'''

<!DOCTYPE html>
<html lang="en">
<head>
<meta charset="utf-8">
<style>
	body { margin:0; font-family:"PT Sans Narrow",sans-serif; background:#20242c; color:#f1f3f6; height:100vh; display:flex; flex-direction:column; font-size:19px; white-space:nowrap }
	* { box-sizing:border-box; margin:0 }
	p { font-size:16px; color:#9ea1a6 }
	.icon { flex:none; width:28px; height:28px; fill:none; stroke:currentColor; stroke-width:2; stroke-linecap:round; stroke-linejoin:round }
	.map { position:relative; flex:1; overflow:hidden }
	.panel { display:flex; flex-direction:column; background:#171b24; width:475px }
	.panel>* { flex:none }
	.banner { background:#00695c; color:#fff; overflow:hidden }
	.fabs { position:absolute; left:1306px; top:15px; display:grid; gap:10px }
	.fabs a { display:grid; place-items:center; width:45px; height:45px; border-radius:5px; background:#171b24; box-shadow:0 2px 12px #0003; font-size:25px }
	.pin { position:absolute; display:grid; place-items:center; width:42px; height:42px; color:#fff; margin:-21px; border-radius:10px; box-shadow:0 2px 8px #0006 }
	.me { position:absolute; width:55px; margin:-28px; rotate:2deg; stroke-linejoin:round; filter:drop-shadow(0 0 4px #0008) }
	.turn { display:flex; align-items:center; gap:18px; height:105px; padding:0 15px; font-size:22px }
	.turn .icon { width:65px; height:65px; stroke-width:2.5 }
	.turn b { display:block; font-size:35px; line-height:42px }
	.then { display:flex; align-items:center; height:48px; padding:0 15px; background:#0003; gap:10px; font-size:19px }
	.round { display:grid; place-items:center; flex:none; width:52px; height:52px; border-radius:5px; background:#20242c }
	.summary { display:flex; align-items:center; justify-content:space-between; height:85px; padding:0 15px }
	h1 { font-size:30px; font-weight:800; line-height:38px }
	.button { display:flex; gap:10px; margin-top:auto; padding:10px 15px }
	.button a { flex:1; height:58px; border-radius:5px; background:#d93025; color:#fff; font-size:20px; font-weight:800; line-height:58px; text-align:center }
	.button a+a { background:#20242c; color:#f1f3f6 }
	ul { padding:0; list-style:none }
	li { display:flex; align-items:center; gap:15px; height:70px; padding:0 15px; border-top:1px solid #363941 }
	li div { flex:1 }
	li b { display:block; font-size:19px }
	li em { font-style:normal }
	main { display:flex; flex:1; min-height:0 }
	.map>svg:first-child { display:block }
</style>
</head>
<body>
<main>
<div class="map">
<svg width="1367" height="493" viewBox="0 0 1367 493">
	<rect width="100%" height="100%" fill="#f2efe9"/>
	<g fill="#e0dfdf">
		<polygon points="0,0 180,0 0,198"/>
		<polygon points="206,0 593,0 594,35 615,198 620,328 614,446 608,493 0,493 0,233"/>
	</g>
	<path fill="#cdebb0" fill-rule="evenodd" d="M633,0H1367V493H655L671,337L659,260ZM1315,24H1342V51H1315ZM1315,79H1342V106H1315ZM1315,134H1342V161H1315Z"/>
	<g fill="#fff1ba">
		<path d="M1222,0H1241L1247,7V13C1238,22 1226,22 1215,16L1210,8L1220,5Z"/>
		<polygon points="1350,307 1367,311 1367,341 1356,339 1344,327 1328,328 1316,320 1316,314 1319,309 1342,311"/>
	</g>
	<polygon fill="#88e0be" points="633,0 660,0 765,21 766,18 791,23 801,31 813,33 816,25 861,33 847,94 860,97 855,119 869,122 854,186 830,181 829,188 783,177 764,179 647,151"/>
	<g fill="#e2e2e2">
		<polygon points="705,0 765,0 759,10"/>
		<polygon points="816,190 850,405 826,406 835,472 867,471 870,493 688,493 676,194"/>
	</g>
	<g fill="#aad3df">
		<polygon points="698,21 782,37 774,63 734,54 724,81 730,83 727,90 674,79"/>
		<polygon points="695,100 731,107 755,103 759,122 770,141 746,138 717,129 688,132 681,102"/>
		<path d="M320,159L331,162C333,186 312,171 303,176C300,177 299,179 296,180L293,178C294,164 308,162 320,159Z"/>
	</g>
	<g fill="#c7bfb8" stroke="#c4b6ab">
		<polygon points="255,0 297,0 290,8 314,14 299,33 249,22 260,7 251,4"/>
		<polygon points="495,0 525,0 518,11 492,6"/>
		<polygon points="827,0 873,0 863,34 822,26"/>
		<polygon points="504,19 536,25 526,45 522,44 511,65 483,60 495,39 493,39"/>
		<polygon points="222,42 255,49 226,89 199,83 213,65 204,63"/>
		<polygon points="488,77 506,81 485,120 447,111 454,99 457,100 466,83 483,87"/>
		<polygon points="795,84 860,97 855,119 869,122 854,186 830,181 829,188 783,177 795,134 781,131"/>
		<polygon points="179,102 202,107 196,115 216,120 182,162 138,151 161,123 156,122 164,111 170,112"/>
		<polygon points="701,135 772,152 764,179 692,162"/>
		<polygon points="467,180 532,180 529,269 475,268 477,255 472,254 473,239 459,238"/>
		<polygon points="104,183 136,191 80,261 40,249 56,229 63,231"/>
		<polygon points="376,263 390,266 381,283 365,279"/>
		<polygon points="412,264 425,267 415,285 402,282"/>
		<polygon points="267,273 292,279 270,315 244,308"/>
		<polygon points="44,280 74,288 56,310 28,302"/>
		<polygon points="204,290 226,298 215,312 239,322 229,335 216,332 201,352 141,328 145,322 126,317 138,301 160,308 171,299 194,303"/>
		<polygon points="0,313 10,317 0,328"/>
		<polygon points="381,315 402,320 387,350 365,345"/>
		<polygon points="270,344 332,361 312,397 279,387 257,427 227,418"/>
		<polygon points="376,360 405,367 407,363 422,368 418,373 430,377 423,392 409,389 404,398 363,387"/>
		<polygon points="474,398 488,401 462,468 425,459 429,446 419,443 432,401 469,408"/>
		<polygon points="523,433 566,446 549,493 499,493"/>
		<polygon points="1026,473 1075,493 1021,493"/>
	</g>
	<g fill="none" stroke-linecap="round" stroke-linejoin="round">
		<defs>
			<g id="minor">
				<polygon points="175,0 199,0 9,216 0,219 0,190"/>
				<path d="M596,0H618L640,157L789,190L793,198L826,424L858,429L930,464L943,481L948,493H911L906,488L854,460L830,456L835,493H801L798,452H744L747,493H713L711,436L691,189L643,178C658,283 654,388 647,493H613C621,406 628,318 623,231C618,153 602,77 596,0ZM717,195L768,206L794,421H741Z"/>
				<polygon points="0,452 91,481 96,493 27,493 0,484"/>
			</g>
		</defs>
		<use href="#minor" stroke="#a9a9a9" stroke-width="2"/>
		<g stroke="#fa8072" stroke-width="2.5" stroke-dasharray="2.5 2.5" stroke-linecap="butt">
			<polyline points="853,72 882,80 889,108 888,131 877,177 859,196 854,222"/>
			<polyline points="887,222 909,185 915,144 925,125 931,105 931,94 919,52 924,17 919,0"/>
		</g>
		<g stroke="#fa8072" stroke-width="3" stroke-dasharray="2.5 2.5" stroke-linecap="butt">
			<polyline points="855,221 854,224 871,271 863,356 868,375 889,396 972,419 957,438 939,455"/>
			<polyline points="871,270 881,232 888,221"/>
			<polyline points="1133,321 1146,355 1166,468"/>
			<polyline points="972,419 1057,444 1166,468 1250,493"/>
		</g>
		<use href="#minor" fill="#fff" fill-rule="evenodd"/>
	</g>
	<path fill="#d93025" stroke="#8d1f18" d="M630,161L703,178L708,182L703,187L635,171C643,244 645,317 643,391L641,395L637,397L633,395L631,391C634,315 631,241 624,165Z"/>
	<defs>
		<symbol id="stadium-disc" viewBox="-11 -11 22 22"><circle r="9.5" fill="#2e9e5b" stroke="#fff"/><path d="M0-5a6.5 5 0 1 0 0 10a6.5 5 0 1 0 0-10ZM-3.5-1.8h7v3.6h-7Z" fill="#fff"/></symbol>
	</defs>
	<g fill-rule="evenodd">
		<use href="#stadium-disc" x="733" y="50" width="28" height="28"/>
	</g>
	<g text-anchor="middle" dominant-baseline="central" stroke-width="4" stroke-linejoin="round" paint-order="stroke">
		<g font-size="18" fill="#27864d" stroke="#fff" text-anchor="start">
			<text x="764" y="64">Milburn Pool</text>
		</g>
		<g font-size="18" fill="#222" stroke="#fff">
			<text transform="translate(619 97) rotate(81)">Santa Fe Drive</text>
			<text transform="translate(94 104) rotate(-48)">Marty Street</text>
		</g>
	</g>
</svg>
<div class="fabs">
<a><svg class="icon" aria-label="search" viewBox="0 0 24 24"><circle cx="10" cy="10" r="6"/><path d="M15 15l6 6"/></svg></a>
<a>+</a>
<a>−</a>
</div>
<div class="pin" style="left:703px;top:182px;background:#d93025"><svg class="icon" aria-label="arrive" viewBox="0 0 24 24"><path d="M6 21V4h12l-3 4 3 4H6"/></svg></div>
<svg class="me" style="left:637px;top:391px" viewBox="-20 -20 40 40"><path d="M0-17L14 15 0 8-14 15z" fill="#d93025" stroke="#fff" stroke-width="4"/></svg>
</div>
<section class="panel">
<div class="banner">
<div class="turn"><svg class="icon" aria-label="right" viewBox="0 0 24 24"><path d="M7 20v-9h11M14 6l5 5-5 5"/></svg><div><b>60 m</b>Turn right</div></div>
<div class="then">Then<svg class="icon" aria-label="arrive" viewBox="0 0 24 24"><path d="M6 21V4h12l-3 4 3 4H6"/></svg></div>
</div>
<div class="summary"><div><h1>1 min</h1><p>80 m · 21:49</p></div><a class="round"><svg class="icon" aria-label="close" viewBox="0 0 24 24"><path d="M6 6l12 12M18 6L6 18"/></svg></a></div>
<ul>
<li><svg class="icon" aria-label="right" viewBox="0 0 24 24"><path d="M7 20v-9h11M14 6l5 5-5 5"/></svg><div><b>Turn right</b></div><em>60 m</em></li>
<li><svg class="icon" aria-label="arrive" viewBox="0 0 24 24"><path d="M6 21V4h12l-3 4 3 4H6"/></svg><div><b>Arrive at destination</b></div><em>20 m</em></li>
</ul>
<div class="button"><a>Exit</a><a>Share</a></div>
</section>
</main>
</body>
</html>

'''

* **PROBLEM STATEMENT**:
Reproduce the lines above, beginning at the line with "position:absolute; left:1306px; top:15px;" and stopping after the line with "position:absolute; width:55px; margin:-28px;", exactly as they are.

* **ANSWER TO THE EXERCISE**:
	.fabs { position:absolute; left:1306px; top:15px; display:grid; gap:10px }
	.fabs a { display:grid; place-items:center; width:45px; height:45px; border-radius:5px; background:#171b24; box-shadow:0 2px 12px #0003; font-size:25px }
	.pin { position:absolute; display:grid; place-items:center; width:42px; height:42px; color:#fff; margin:-21px; border-radius:10px; box-shadow:0 2px 8px #0006 }
	.me { position:absolute; width:55px; margin:-28px; rotate:2deg; stroke-linejoin:round; filter:drop-shadow(0 0 4px #0008) }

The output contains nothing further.